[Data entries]
★ ★ ★ ★ ★
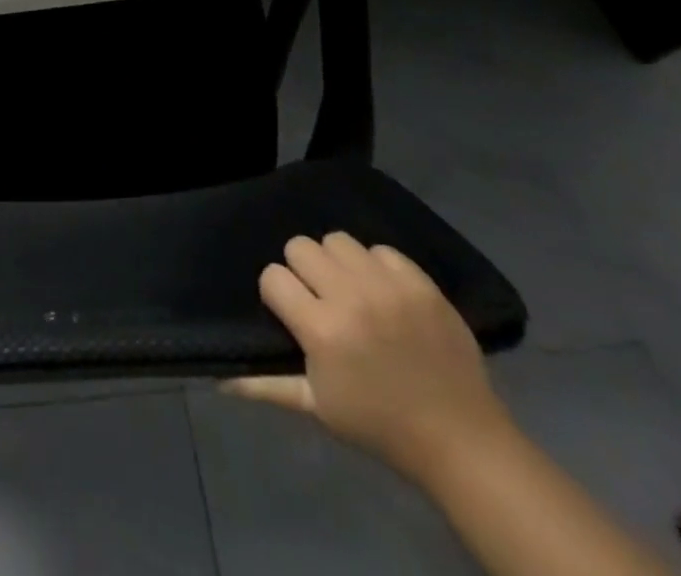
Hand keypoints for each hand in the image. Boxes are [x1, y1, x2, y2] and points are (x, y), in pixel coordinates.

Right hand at [225, 232, 514, 484]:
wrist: (461, 440)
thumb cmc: (380, 425)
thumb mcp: (318, 407)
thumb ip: (266, 385)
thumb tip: (219, 378)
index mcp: (322, 330)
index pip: (272, 276)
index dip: (278, 294)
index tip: (292, 314)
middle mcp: (350, 297)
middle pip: (301, 246)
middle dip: (303, 271)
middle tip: (320, 299)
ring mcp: (388, 286)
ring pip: (338, 239)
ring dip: (338, 262)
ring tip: (351, 291)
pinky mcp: (421, 282)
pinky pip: (381, 249)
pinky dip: (376, 266)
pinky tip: (384, 294)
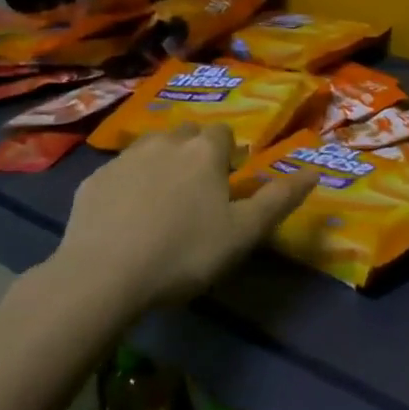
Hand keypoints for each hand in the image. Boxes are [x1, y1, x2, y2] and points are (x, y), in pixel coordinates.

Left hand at [57, 123, 317, 311]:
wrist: (104, 275)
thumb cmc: (185, 252)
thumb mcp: (243, 233)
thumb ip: (280, 199)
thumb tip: (315, 170)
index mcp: (205, 151)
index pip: (223, 133)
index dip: (228, 155)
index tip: (227, 183)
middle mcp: (166, 142)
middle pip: (186, 134)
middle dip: (194, 152)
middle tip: (197, 192)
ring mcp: (125, 159)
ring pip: (151, 147)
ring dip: (160, 162)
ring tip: (161, 200)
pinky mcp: (93, 180)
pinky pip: (118, 172)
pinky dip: (127, 184)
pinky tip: (125, 217)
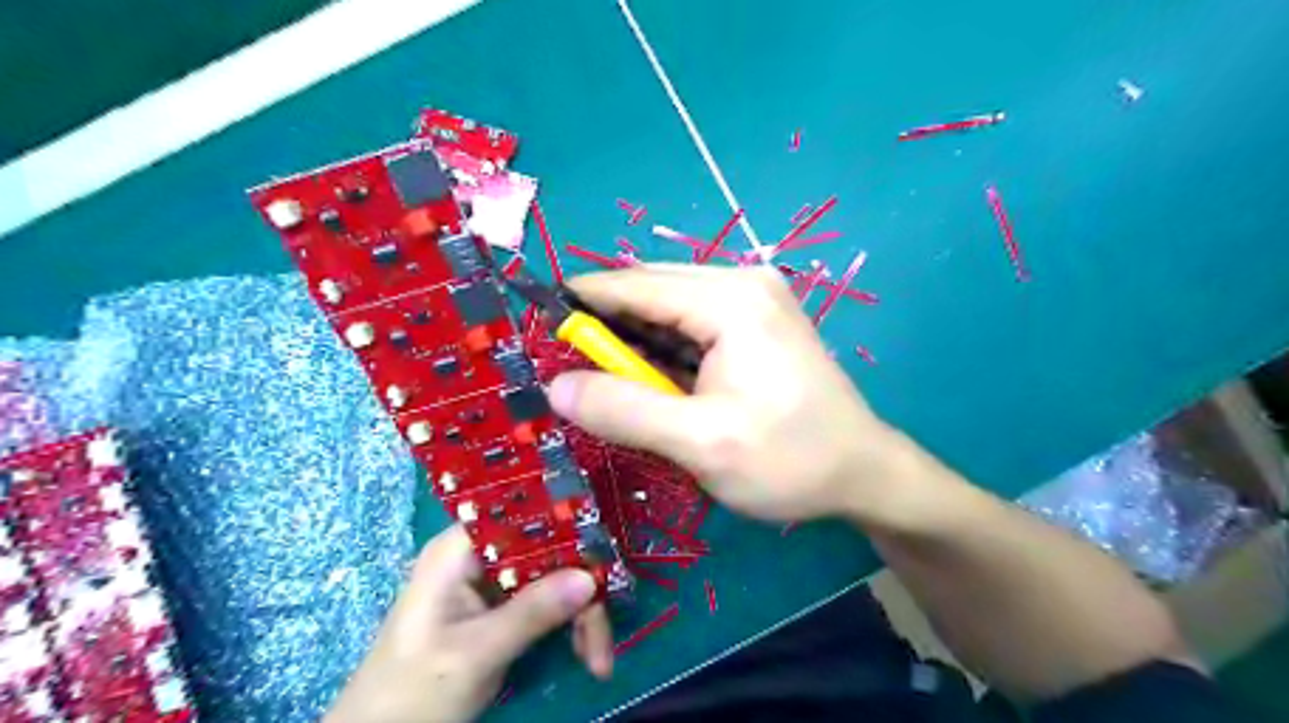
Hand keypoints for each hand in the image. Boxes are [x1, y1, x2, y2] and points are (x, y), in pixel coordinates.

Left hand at [328, 525, 615, 721]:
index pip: (524, 515)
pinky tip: (587, 655)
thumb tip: (589, 577)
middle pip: (548, 549)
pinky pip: (549, 603)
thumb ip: (531, 612)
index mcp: (460, 549)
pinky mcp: (502, 610)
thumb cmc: (410, 693)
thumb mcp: (474, 654)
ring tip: (599, 659)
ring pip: (555, 577)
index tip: (603, 558)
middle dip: (581, 587)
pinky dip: (571, 627)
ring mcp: (492, 583)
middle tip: (604, 633)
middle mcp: (479, 556)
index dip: (566, 528)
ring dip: (582, 614)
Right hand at [548, 265, 931, 523]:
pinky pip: (691, 327)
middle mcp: (740, 284)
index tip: (533, 324)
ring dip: (632, 342)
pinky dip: (661, 351)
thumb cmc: (789, 459)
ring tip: (599, 379)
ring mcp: (751, 301)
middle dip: (606, 327)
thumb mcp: (700, 443)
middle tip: (565, 367)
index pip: (634, 285)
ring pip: (668, 311)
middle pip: (650, 292)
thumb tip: (556, 387)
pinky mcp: (754, 324)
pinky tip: (646, 381)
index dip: (580, 302)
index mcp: (729, 299)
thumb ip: (624, 411)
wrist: (864, 473)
★ ★ ★ ★ ★
## Work instruction
Make a verbatim copy of all the entries and strip out the pictures.

## Exercise output
Hand keypoints for each hand in the image. Boxes are [x1, y1, x2, y2] and points are (x, y), in pixel coordinates.

Right hand at [225, 232, 514, 484]:
wrist: (461, 440)
thumb cmc: (380, 425)
thumb mcp: (318, 407)
thumb ip: (266, 385)
thumb tip: (219, 378)
index mcp: (322, 330)
index pip: (272, 276)
index dip: (278, 294)
index tip: (292, 314)
middle mcp: (350, 297)
middle pip: (301, 246)
middle dip: (303, 271)
middle tip: (320, 299)
ring mcp: (388, 286)
ring pip: (338, 239)
ring dip: (338, 262)
ring tip: (351, 291)
pinky mcp: (421, 282)
pinky pip: (381, 249)
pinky dip: (376, 266)
pinky tip: (384, 294)
Hand keypoints for each hand in the image. Boxes are [x1, y1, x2, y2] and points are (x, y), in pixel coordinates.

Left hand at [57, 123, 317, 311]:
wrist: (104, 275)
thumb cmc: (185, 252)
thumb mcp: (243, 233)
thumb ip: (280, 199)
thumb tip: (315, 170)
index mcp: (205, 151)
index pip: (223, 133)
index dip: (228, 155)
index tip: (227, 183)
middle mcp: (166, 142)
middle pip: (186, 134)
middle dip: (194, 152)
middle tip: (197, 192)
ring mcp: (125, 159)
ring pip: (151, 147)
ring dip: (160, 162)
ring tip: (161, 200)
pinky mcp: (93, 180)
pinky pip: (118, 172)
pinky dip: (127, 184)
pinky tip: (125, 217)
Hand keypoints for each hand in the image. Boxes are [x1, y1, x2, y2] and points are (x, y), in pixel coordinates.

Left hand at [328, 525, 615, 721]:
index pip: (524, 515)
pinky tip: (587, 655)
thumb tip: (589, 577)
middle pip: (548, 549)
pinky pip: (549, 603)
thumb ip: (531, 612)
index mcp: (460, 549)
pinky mcp: (502, 610)
thumb cmc: (410, 693)
thumb mcp: (474, 654)
ring tip: (599, 659)
ring pip: (555, 577)
index tip: (603, 558)
middle dip: (581, 587)
pinky dip: (571, 627)
ring mcp: (492, 583)
middle tip: (604, 633)
middle mcp: (479, 556)
index dip: (566, 528)
ring dip: (582, 614)
Right hand at [548, 265, 931, 523]:
pinky pip: (691, 327)
middle mcp: (740, 284)
index tip: (533, 324)
ring dip: (632, 342)
pinky dip: (661, 351)
thumb cmc: (789, 459)
ring tip: (599, 379)
ring mcp: (751, 301)
middle dip: (606, 327)
thumb mcp: (700, 443)
middle tip: (565, 367)
index pip: (634, 285)
ring pip: (668, 311)
middle pip: (650, 292)
thumb tip: (556, 387)
pinky mcp: (754, 324)
pinky tip: (646, 381)
index dip: (580, 302)
index mcp: (729, 299)
thumb ip: (624, 411)
wrist: (864, 473)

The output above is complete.